-- Your task --
Copy all the records exactly, but keep the pictures out of your version.

-- Material provided --
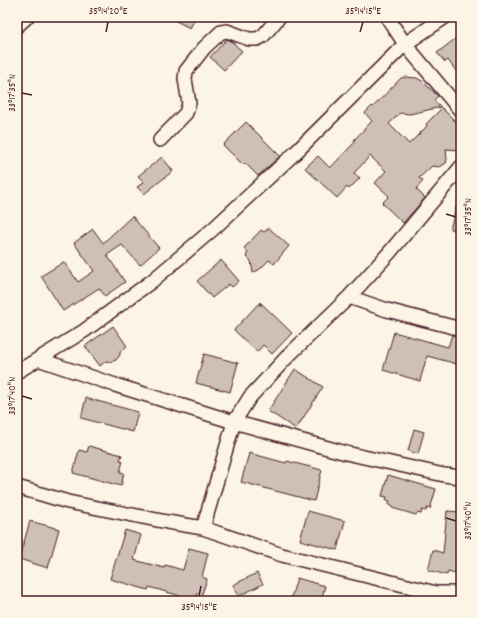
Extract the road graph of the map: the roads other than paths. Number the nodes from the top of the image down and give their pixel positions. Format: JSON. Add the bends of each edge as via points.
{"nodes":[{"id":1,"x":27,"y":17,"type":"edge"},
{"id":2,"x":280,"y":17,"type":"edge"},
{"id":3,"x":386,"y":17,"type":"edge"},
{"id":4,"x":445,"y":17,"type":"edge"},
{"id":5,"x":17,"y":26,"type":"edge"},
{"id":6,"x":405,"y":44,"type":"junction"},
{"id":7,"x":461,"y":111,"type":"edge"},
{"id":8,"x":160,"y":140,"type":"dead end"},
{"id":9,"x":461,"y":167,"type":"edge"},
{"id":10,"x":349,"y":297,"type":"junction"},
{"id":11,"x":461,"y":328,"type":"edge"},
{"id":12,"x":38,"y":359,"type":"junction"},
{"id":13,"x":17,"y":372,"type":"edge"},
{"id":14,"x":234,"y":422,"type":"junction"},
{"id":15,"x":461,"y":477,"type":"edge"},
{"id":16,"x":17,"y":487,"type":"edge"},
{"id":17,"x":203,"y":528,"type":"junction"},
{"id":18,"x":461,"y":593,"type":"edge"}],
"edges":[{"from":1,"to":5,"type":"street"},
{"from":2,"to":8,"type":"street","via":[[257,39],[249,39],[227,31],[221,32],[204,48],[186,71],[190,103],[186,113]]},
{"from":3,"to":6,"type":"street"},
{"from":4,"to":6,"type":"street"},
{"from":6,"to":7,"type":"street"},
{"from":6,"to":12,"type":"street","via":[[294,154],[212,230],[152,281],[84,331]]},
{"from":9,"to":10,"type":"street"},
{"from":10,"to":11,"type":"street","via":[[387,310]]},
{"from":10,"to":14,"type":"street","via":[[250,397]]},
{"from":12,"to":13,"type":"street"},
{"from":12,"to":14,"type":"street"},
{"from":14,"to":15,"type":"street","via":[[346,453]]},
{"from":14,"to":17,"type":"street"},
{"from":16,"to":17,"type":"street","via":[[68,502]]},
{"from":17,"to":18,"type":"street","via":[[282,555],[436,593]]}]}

-- Answer box --
Extract the road graph of the map: the roads other than paths. Number the nodes from the top of the image down and give their pixel positions. Format: JSON. Add the bends of each edge as via points.
{"nodes":[{"id":1,"x":27,"y":17,"type":"edge"},
{"id":2,"x":280,"y":17,"type":"edge"},
{"id":3,"x":386,"y":17,"type":"edge"},
{"id":4,"x":445,"y":17,"type":"edge"},
{"id":5,"x":17,"y":26,"type":"edge"},
{"id":6,"x":405,"y":44,"type":"junction"},
{"id":7,"x":461,"y":111,"type":"edge"},
{"id":8,"x":160,"y":140,"type":"dead end"},
{"id":9,"x":461,"y":167,"type":"edge"},
{"id":10,"x":349,"y":297,"type":"junction"},
{"id":11,"x":461,"y":328,"type":"edge"},
{"id":12,"x":38,"y":359,"type":"junction"},
{"id":13,"x":17,"y":372,"type":"edge"},
{"id":14,"x":234,"y":422,"type":"junction"},
{"id":15,"x":461,"y":477,"type":"edge"},
{"id":16,"x":17,"y":487,"type":"edge"},
{"id":17,"x":203,"y":528,"type":"junction"},
{"id":18,"x":461,"y":593,"type":"edge"}],
"edges":[{"from":1,"to":5,"type":"street"},
{"from":2,"to":8,"type":"street","via":[[257,39],[249,39],[227,31],[221,32],[204,48],[186,71],[190,103],[186,113]]},
{"from":3,"to":6,"type":"street"},
{"from":4,"to":6,"type":"street"},
{"from":6,"to":7,"type":"street"},
{"from":6,"to":12,"type":"street","via":[[294,154],[212,230],[152,281],[84,331]]},
{"from":9,"to":10,"type":"street"},
{"from":10,"to":11,"type":"street","via":[[387,310]]},
{"from":10,"to":14,"type":"street","via":[[250,397]]},
{"from":12,"to":13,"type":"street"},
{"from":12,"to":14,"type":"street"},
{"from":14,"to":15,"type":"street","via":[[346,453]]},
{"from":14,"to":17,"type":"street"},
{"from":16,"to":17,"type":"street","via":[[68,502]]},
{"from":17,"to":18,"type":"street","via":[[282,555],[436,593]]}]}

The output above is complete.